Find the line containing "thumb ip: (514, 194)", then return it and every line after it through the end of the records, exactly. Leave out pictures.

#### PROVIDED INFORMATION ####

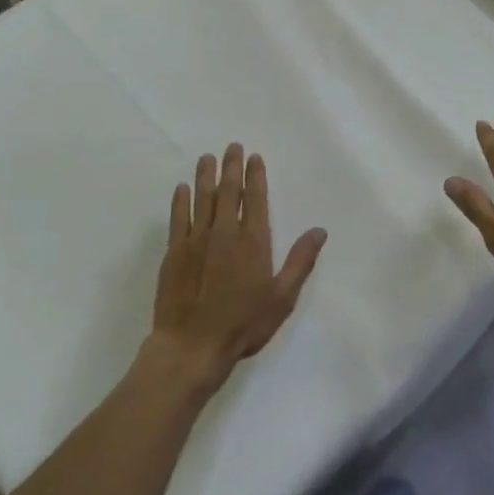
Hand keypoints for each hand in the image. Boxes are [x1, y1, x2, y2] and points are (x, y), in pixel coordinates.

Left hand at [148, 144, 325, 391]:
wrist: (191, 347)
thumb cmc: (242, 324)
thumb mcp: (282, 298)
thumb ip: (300, 261)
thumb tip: (319, 230)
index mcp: (252, 241)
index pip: (254, 199)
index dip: (255, 176)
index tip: (254, 157)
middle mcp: (224, 233)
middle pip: (228, 191)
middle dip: (231, 167)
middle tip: (232, 147)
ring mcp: (196, 240)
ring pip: (202, 199)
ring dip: (206, 176)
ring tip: (208, 158)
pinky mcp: (174, 253)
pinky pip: (178, 218)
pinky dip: (180, 201)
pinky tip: (182, 188)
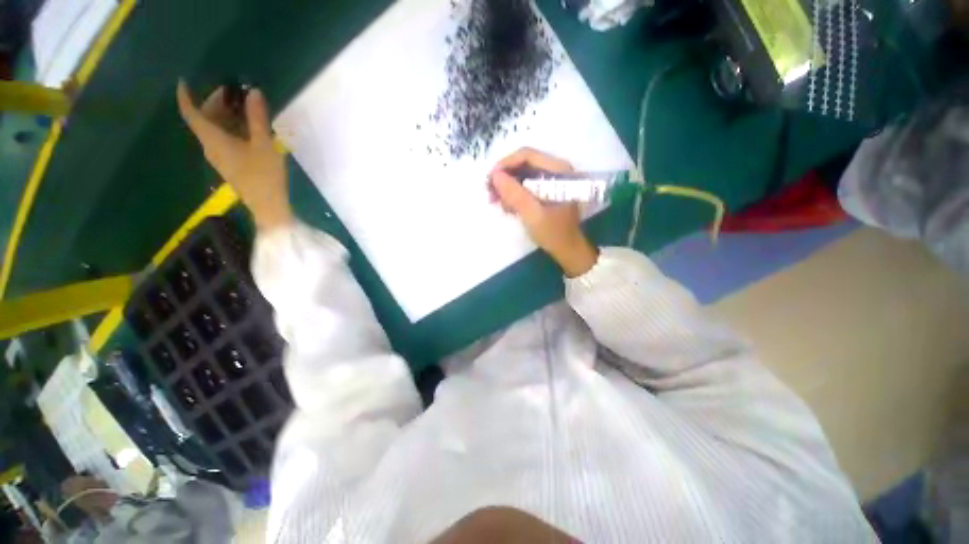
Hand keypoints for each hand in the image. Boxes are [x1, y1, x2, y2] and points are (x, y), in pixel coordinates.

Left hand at [176, 81, 291, 229]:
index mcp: (213, 138)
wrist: (268, 205)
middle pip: (204, 119)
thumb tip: (254, 92)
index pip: (191, 112)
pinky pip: (223, 139)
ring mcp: (219, 156)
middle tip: (235, 92)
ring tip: (245, 107)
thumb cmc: (264, 174)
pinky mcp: (230, 163)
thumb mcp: (264, 144)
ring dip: (225, 115)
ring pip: (214, 129)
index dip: (185, 95)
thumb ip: (258, 118)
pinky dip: (231, 128)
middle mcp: (210, 146)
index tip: (185, 80)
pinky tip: (248, 127)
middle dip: (215, 102)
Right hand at [490, 148, 597, 276]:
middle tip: (490, 193)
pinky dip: (514, 194)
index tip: (490, 179)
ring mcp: (551, 181)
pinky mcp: (546, 191)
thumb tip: (495, 175)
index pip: (527, 155)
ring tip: (496, 202)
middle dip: (505, 178)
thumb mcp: (532, 214)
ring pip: (523, 175)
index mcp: (558, 170)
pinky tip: (507, 207)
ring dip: (507, 187)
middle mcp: (555, 170)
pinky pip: (526, 186)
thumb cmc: (553, 233)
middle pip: (524, 164)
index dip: (506, 164)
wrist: (567, 250)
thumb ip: (514, 194)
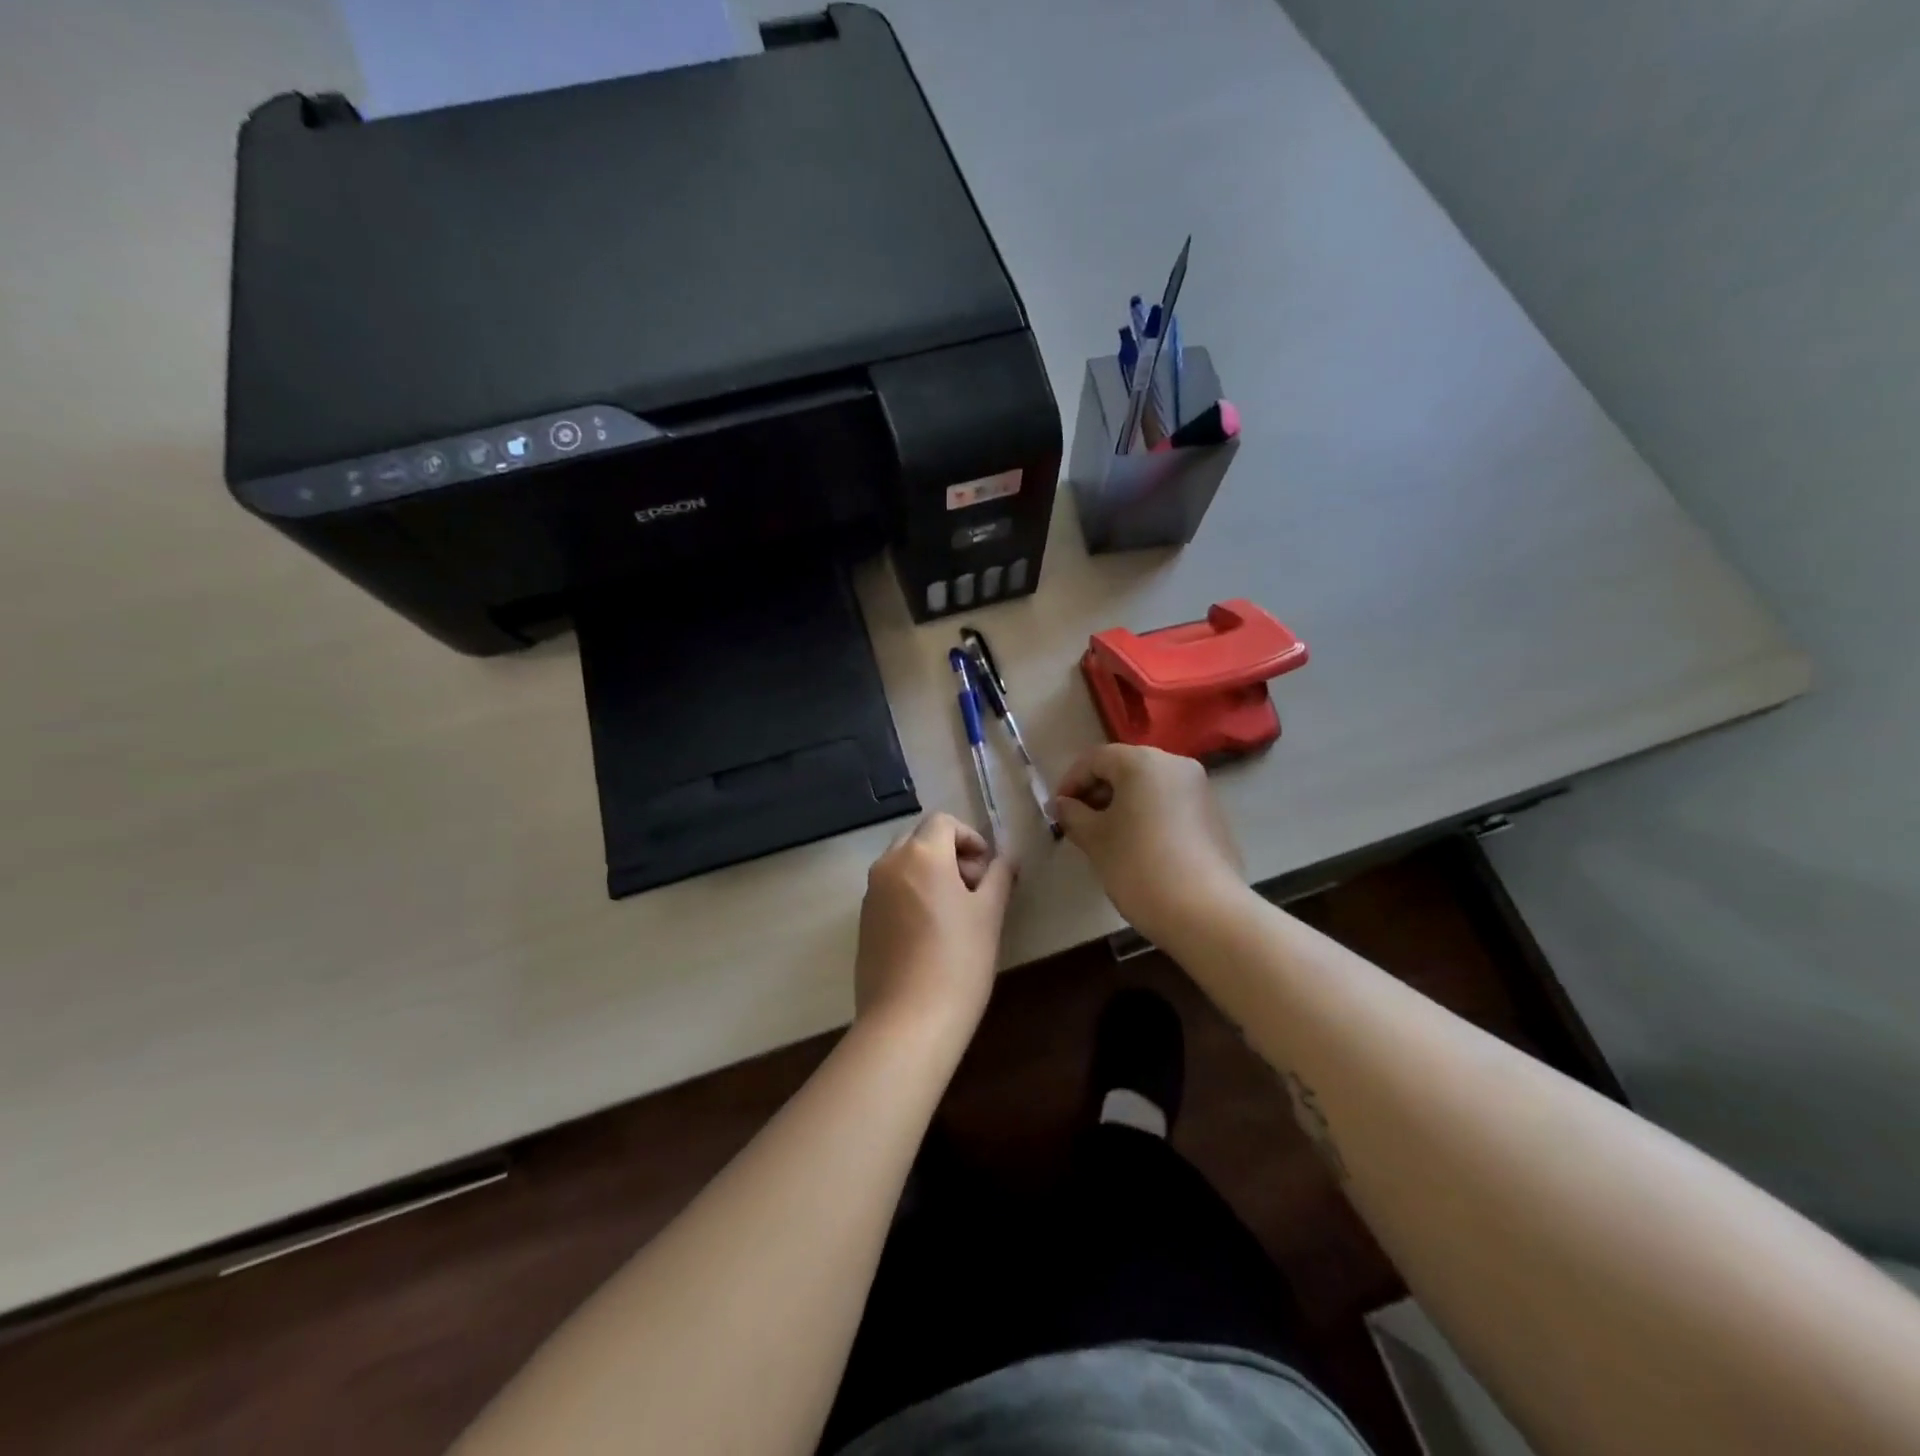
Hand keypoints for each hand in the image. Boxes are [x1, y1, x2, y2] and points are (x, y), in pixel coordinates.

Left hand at [855, 813, 1014, 1041]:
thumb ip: (999, 876)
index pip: (944, 822)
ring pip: (902, 864)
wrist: (907, 1021)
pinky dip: (912, 893)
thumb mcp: (989, 914)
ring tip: (956, 911)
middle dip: (949, 852)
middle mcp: (888, 865)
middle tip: (974, 887)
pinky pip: (890, 890)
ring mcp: (870, 893)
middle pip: (919, 838)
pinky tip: (931, 931)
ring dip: (930, 872)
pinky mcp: (863, 921)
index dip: (970, 837)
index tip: (988, 868)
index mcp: (920, 855)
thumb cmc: (958, 961)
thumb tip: (1007, 856)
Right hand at [1052, 745, 1247, 944]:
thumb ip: (1073, 814)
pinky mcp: (1213, 814)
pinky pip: (1169, 803)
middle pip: (1125, 768)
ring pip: (1148, 786)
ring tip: (1106, 837)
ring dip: (1122, 804)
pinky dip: (1147, 814)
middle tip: (1078, 824)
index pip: (1095, 759)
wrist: (1205, 912)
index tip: (1057, 812)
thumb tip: (1063, 805)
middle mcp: (1175, 764)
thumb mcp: (1095, 839)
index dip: (1070, 782)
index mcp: (1142, 761)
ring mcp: (1199, 788)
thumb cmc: (1139, 866)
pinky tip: (1138, 845)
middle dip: (1097, 792)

####

◆ **ANSWER BOX**
thumb ip: (514, 194)
Hand keypoints for each hand in the image. Boxes are [x1, y1, x2, y2] and points are (x, y), in pixel coordinates.

Left hand at [855, 813, 1014, 1041]:
thumb ip: (999, 876)
index pip: (944, 822)
ring pip: (902, 864)
wrist: (907, 1021)
pinky dip: (912, 893)
thumb mcp: (989, 914)
ring tip: (956, 911)
middle dip: (949, 852)
middle mcp: (888, 865)
middle tip: (974, 887)
pinky pip: (890, 890)
ring mcp: (870, 893)
middle pip: (919, 838)
pinky tip: (931, 931)
ring dip: (930, 872)
pinky mcp: (863, 921)
index dip: (970, 837)
index tip: (988, 868)
index mcp: (920, 855)
thumb cmc: (958, 961)
thumb tip: (1007, 856)
Right hand at [1052, 745, 1247, 944]:
thumb ip: (1073, 814)
pinky mcp: (1213, 814)
pinky pip: (1169, 803)
middle pip: (1125, 768)
ring pip: (1148, 786)
ring tip: (1106, 837)
ring dip: (1122, 804)
pinky dip: (1147, 814)
middle tip: (1078, 824)
index pip: (1095, 759)
wrist: (1205, 912)
index tip: (1057, 812)
thumb tip: (1063, 805)
middle mcp: (1175, 764)
thumb mcp: (1095, 839)
index dip: (1070, 782)
index mcp: (1142, 761)
ring mcp: (1199, 788)
thumb cmc: (1139, 866)
pinky tip: (1138, 845)
middle dip: (1097, 792)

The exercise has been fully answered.